Commissioner Roger Goodell casually mentioned last month the NFL’s interest in adding more international games. He mentioned potential contests in Germany, Mexico and Brazil.
Sure, the league has been thoroughly satisfied with its series of game at Wembley Stadium, with three more London matches set for the 2015 season. The appetite for more global expansion has been whetted, though, and while future games in the United Kingdom pretty much are a certainty, events along the Rhein or in Rio might loom, too.
“From a London perspective, we continue to be very pleased with the demand of the three games for this year,” said Mark Waller, the NFL’s executive vice president for international. “We already are in great shape and sold out. … All of that continues to go very well from a demand standpoint, commercial standpoint. From a UK perspective, we are very committed to the games and that agenda.
“As for where we go next? We started the work that really looks at Germany, Mexico, potentially Brazil. Those are probably the three markets where we are most likely to play an international series game next, outside of the UK.
“That doesn’t mean we are not looking at what more could we do to grow other aspects of what we do regardless of whether we play games in a market. For an example, in Germany, can we get better free-to-air media coverage for our season? What are some alternative ways to get more content to our avid fans?”
Avid is relative, of course. Fans in Munich don’t go crazy for any of the 32 NFL teams the way they do for Bayern. But there’s enough interest in the country that preliminary probes into staging a regular-season game there are underway.
“I think we have heard from at least three or four cities and stadiums in Germany about hosting a game,” Waller said. “I don’t think there is any doubt we could play a game in Germany and be successful selling it out. Any reservations we have are not about playing a game and about the venue, but reservations are much more how to make sure fans in that market can engage with and follow the NFL on an ongoing basis.”

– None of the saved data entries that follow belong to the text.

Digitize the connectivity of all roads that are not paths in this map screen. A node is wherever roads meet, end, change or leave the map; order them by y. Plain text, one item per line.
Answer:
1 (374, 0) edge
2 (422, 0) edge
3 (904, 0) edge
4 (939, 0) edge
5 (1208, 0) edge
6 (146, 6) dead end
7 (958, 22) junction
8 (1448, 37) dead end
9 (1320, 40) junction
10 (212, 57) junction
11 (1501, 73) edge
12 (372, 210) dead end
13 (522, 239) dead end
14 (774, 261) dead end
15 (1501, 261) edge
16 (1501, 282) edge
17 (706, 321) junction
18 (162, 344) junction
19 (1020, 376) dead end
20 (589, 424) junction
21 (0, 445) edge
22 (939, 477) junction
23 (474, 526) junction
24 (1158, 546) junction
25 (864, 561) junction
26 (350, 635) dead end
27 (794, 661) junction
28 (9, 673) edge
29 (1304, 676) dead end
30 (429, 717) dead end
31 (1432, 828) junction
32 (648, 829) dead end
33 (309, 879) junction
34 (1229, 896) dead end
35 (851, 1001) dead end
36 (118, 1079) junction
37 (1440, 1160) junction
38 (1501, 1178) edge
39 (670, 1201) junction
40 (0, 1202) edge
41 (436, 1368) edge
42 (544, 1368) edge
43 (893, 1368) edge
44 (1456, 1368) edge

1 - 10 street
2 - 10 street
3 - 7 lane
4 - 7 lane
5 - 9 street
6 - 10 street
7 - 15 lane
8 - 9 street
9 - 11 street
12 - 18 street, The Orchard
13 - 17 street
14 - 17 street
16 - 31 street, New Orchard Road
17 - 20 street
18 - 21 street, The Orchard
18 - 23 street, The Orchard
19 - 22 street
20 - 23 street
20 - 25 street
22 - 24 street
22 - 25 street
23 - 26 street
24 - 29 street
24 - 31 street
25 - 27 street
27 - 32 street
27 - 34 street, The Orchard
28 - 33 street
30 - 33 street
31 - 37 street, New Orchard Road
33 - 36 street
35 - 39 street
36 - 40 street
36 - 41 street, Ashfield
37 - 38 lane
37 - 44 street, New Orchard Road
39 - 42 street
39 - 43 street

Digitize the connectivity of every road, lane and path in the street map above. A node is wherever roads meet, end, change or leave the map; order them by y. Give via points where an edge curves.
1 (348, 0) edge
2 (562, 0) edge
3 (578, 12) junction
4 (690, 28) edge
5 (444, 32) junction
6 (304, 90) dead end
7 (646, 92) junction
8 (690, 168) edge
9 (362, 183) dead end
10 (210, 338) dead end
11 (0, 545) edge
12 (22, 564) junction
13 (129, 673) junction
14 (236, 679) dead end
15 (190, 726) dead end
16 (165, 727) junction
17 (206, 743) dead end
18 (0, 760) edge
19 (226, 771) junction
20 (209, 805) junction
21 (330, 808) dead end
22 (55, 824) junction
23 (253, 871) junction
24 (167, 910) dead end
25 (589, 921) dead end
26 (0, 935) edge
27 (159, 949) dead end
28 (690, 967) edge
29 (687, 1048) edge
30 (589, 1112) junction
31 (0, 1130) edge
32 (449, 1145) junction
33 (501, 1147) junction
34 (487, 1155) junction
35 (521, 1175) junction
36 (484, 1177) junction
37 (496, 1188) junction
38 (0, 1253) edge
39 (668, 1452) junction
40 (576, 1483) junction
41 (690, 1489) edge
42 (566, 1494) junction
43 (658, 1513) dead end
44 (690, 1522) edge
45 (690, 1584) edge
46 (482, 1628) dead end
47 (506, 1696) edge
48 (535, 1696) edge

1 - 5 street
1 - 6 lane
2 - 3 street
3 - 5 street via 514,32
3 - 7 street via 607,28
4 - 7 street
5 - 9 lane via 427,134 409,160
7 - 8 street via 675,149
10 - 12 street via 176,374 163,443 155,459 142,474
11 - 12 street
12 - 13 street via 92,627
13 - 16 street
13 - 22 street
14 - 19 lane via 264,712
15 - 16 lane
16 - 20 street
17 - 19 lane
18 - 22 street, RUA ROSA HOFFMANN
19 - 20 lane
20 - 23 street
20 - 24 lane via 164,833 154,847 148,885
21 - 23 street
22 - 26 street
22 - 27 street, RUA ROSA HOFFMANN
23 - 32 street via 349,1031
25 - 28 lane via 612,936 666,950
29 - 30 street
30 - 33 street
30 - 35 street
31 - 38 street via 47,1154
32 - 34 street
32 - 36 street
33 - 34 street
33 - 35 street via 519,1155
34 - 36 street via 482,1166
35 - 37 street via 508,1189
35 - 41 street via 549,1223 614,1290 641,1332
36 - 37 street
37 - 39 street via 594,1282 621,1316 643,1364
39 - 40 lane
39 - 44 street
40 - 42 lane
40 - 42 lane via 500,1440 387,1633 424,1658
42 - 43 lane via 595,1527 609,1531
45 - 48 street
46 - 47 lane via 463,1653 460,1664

Mexico is an entirely different situation. The fan base is large – Waller estimates it to be bigger than anywhere outside of the United States. There are sponsors with high interest in pro football. The league’s architectural consultant, Populous, has looked at several venues, including Azteca Stadium and Stadio Olympico in Mexico City. Monterrey and Guadalajara also could be in the picture to host a game.
The only regular-season contest played in Mexico was in 2005 at Azteca, a home game for Arizona in which the Cardinals beat the 49ers 31-14 before more than 103,000. In the last decade, though, the Mexican facilities haven’t kept up with the technological advances the NFL requires.
So Waller and NFL executives from various departments – operations, security, technology and broadcast – have visited the Mexico City stadiums.
“We’re at the point today of waiting for a report back from Populous, which will highlight what we think needs to get done in either Azteca or the Olympic stadium,” Waller said. “They will definitely need work to be done; our thinking is particularly for an ongoing series of games being played. We can make most stadiums work as a one-off, but if we want to play consistently there is probably work to do be done on either of those stadiums.”
There also are economic issues to consider in Mexico and Brazil, which is being targeted as a potential host of the Pro Bowl as early as 2017. Mexico has dropped out of hosting some international championships in other sports because of financial problems. And Brazil will follow hosting the 2014 World Cup with staging the 2016 Summer Olympics in Rio de Janeiro, both involving tremendous expenditures.
Waller will be meeting this month with stadium officials in Rio, as well as some of the NFL’s corporate partners.
“We need to gauge is there interest for us to go down there? We want everyone involved to be comfortable with it,” he said. “I am trying to get a better understanding of the popularity that seems to be emerging for us and what is driving that in Brazil?”
But why the Pro Bowl, which doesn’t carry much cachet with American audiences anymore?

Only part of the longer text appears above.